═════ Available records
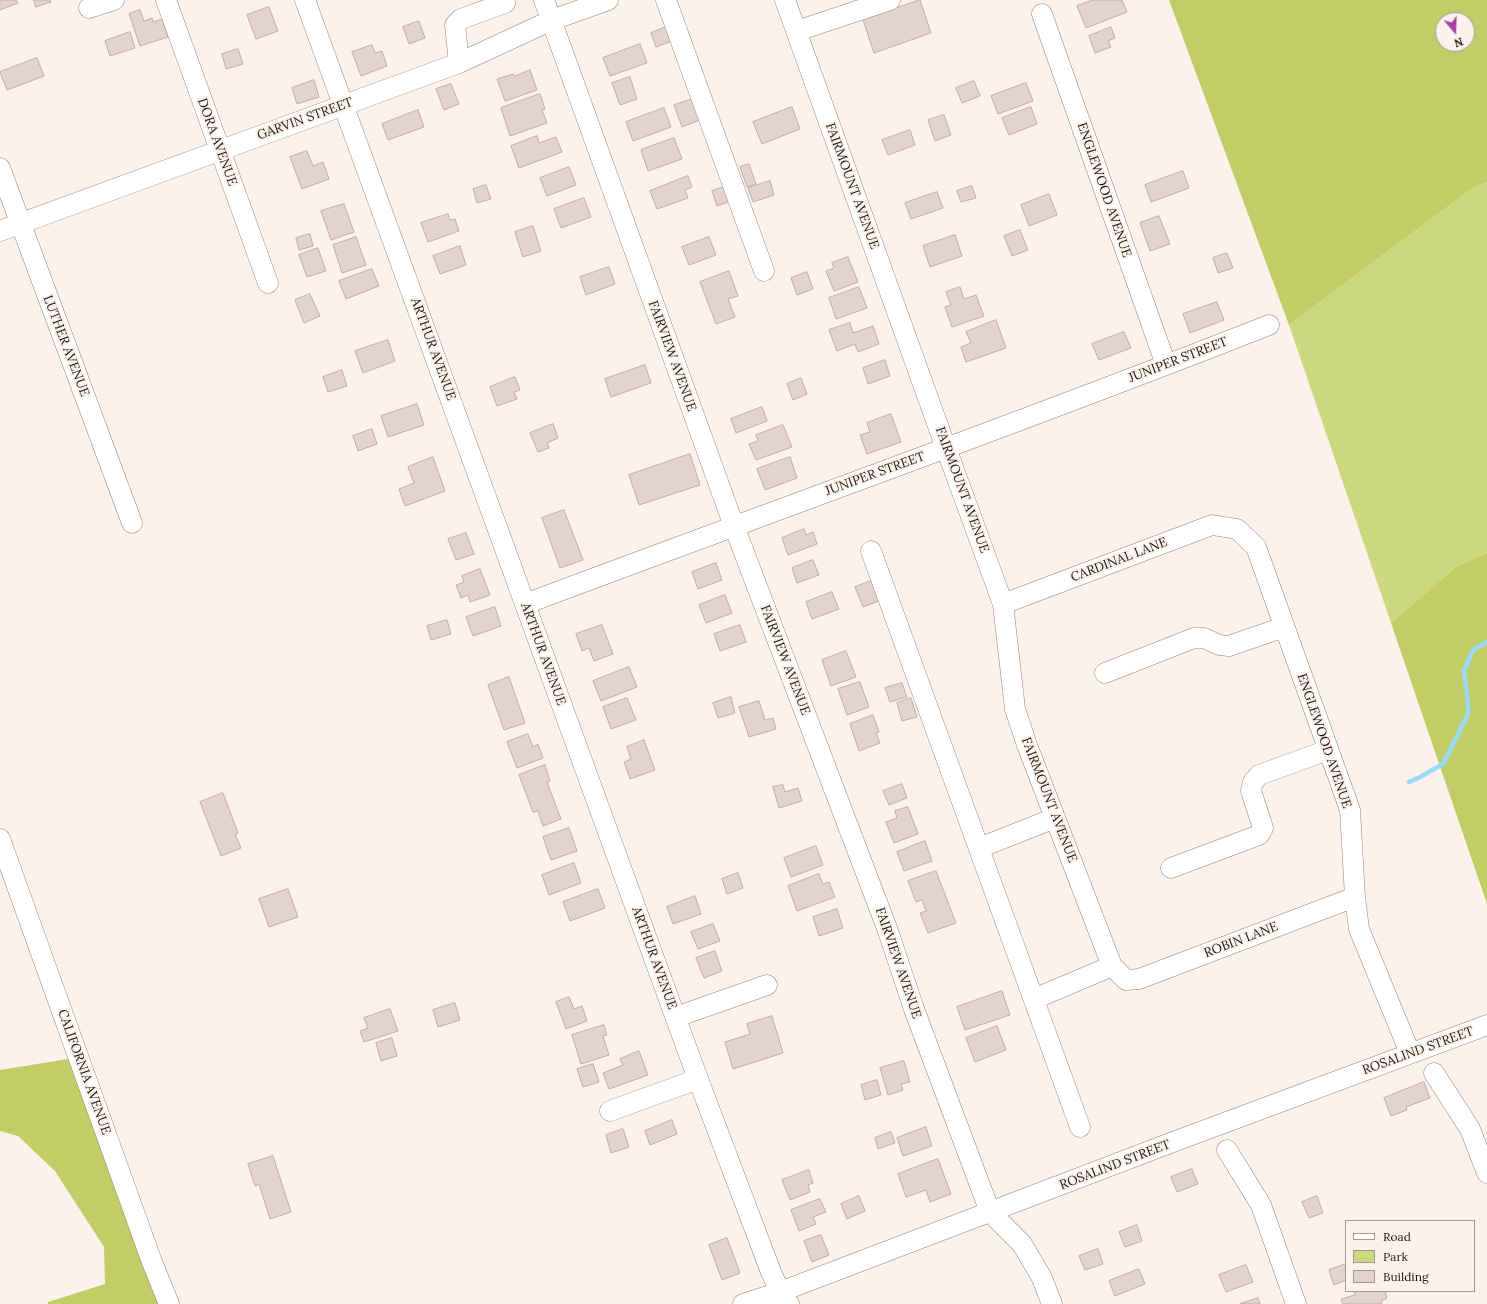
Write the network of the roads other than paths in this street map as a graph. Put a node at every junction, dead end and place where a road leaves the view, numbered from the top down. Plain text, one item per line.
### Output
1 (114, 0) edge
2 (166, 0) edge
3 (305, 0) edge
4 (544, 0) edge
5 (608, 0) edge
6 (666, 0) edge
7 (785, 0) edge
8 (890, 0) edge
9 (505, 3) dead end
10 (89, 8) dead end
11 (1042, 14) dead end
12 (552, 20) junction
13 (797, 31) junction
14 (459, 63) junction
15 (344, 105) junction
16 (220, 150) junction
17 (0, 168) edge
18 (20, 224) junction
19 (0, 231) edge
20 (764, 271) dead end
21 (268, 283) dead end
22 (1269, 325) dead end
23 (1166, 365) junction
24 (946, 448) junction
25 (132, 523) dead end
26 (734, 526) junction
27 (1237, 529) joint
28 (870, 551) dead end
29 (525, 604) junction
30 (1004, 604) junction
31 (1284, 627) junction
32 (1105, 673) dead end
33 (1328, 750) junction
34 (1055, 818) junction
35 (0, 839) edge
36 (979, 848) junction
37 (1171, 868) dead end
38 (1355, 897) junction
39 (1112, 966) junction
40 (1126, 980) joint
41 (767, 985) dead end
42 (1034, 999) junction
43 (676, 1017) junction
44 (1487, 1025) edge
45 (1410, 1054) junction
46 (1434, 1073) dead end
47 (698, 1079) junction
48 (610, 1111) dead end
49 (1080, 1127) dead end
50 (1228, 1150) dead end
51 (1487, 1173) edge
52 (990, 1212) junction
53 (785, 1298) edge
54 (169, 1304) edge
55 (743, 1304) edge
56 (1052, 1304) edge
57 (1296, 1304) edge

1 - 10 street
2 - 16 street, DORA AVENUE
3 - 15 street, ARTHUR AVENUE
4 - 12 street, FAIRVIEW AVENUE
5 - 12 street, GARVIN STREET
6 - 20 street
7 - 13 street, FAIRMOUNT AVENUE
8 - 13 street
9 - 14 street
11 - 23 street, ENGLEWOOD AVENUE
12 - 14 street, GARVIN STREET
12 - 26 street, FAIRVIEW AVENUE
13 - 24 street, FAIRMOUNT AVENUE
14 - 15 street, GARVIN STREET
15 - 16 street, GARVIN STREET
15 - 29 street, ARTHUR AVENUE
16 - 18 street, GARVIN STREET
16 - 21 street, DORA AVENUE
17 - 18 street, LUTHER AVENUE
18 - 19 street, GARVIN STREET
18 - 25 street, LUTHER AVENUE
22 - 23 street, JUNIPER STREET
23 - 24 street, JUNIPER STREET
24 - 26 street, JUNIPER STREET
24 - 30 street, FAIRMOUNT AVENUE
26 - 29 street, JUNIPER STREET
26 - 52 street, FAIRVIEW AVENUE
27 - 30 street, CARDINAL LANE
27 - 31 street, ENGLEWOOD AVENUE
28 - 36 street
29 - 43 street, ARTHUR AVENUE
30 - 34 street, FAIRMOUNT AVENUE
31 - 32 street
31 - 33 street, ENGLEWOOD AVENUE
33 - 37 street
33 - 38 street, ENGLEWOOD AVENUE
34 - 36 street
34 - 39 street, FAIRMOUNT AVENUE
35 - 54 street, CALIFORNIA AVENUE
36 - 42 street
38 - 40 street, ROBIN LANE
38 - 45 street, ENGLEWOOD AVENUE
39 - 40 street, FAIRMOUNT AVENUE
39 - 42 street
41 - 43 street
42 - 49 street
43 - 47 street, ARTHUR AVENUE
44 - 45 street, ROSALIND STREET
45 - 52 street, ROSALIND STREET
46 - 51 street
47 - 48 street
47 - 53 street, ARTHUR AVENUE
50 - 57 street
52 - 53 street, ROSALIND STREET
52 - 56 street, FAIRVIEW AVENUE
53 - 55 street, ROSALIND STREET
══════════
* **Brief**
Your reply should be the entries copied exactly, with all images omitted.

* **Task output**
Write the network of the roads other than paths in this street map as a graph. Put a node at every junction, dead end and place where a road leaves the view, numbered from the top down. Plain text, one item per line.
### Output
1 (114, 0) edge
2 (166, 0) edge
3 (305, 0) edge
4 (544, 0) edge
5 (608, 0) edge
6 (666, 0) edge
7 (785, 0) edge
8 (890, 0) edge
9 (505, 3) dead end
10 (89, 8) dead end
11 (1042, 14) dead end
12 (552, 20) junction
13 (797, 31) junction
14 (459, 63) junction
15 (344, 105) junction
16 (220, 150) junction
17 (0, 168) edge
18 (20, 224) junction
19 (0, 231) edge
20 (764, 271) dead end
21 (268, 283) dead end
22 (1269, 325) dead end
23 (1166, 365) junction
24 (946, 448) junction
25 (132, 523) dead end
26 (734, 526) junction
27 (1237, 529) joint
28 (870, 551) dead end
29 (525, 604) junction
30 (1004, 604) junction
31 (1284, 627) junction
32 (1105, 673) dead end
33 (1328, 750) junction
34 (1055, 818) junction
35 (0, 839) edge
36 (979, 848) junction
37 (1171, 868) dead end
38 (1355, 897) junction
39 (1112, 966) junction
40 (1126, 980) joint
41 (767, 985) dead end
42 (1034, 999) junction
43 (676, 1017) junction
44 (1487, 1025) edge
45 (1410, 1054) junction
46 (1434, 1073) dead end
47 (698, 1079) junction
48 (610, 1111) dead end
49 (1080, 1127) dead end
50 (1228, 1150) dead end
51 (1487, 1173) edge
52 (990, 1212) junction
53 (785, 1298) edge
54 (169, 1304) edge
55 (743, 1304) edge
56 (1052, 1304) edge
57 (1296, 1304) edge

1 - 10 street
2 - 16 street, DORA AVENUE
3 - 15 street, ARTHUR AVENUE
4 - 12 street, FAIRVIEW AVENUE
5 - 12 street, GARVIN STREET
6 - 20 street
7 - 13 street, FAIRMOUNT AVENUE
8 - 13 street
9 - 14 street
11 - 23 street, ENGLEWOOD AVENUE
12 - 14 street, GARVIN STREET
12 - 26 street, FAIRVIEW AVENUE
13 - 24 street, FAIRMOUNT AVENUE
14 - 15 street, GARVIN STREET
15 - 16 street, GARVIN STREET
15 - 29 street, ARTHUR AVENUE
16 - 18 street, GARVIN STREET
16 - 21 street, DORA AVENUE
17 - 18 street, LUTHER AVENUE
18 - 19 street, GARVIN STREET
18 - 25 street, LUTHER AVENUE
22 - 23 street, JUNIPER STREET
23 - 24 street, JUNIPER STREET
24 - 26 street, JUNIPER STREET
24 - 30 street, FAIRMOUNT AVENUE
26 - 29 street, JUNIPER STREET
26 - 52 street, FAIRVIEW AVENUE
27 - 30 street, CARDINAL LANE
27 - 31 street, ENGLEWOOD AVENUE
28 - 36 street
29 - 43 street, ARTHUR AVENUE
30 - 34 street, FAIRMOUNT AVENUE
31 - 32 street
31 - 33 street, ENGLEWOOD AVENUE
33 - 37 street
33 - 38 street, ENGLEWOOD AVENUE
34 - 36 street
34 - 39 street, FAIRMOUNT AVENUE
35 - 54 street, CALIFORNIA AVENUE
36 - 42 street
38 - 40 street, ROBIN LANE
38 - 45 street, ENGLEWOOD AVENUE
39 - 40 street, FAIRMOUNT AVENUE
39 - 42 street
41 - 43 street
42 - 49 street
43 - 47 street, ARTHUR AVENUE
44 - 45 street, ROSALIND STREET
45 - 52 street, ROSALIND STREET
46 - 51 street
47 - 48 street
47 - 53 street, ARTHUR AVENUE
50 - 57 street
52 - 53 street, ROSALIND STREET
52 - 56 street, FAIRVIEW AVENUE
53 - 55 street, ROSALIND STREET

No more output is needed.